Driving through Johnstown, I thought about the 2200 people
who died in the great flood of 1889, and those who lived on to rebuild that
community. I thought about the miners in Jerome who carried canaries deep into
the coal mines, desperate to hear the continuous song of the caged birds that
signaled enough air to breathe.
My recent travels have reminded me of the vastness of our country,
and of the great moments and the many sorrows its history bears. While we long
to capture our hopes for the future in catchy sound bites, the reality is that
when 324 million people live together in a land with huge differences in
landscape, resources, and culture, we will not be able to find our way forward
based only on proclamations from on high or in wishful thinking. Yet by
revisiting the values held dear in the early days of our republic, we can find
the common denominators that bind us together as Americans.

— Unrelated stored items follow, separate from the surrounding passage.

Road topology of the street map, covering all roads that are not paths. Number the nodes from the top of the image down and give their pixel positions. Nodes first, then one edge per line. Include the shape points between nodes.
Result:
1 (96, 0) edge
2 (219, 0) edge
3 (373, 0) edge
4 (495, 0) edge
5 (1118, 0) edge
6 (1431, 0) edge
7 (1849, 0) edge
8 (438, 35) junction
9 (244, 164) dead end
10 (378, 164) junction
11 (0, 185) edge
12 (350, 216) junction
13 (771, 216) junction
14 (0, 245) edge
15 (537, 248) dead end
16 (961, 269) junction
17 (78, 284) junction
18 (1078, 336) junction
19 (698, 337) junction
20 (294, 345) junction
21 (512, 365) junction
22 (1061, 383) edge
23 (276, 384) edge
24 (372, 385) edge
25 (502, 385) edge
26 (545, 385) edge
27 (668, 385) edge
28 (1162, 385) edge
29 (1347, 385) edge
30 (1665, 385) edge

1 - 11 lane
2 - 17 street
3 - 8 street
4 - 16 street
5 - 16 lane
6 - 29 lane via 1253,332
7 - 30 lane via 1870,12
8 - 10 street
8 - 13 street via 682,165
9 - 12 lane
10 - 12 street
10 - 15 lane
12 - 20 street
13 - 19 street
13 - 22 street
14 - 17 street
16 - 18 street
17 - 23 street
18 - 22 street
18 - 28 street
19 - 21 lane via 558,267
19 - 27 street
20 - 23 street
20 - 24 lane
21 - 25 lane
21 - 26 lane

If we are anything, those miles reminded me, we are
resilient. As a land populated primarily by immigrants, we left behind all that
was familiar for the hope of a new life. Together, we built a nation, imperfect
as it may seem at times, that stretches from coast to coast. While I didn’t
make it to either ocean on my trips, I saw enough of its multicolored ribbons
of highway to be reminded of Woody Guthrie’s words: “This land is your land,
this land is my land.”
It’s a wonderful song, often sung by Peter, Paul and Mary,
and a favorite at elementary school concerts. But one of its seldom-recorded
verses from the prophetic troubadour asked a troubling question in the context
of poverty, hunger and exclusion: “Is this land made for you and me?” It seems
to me that we answer “yes” to Guthrie’s question by moving ahead just as our
ancestors did, with resiliency and courage, one step at a time.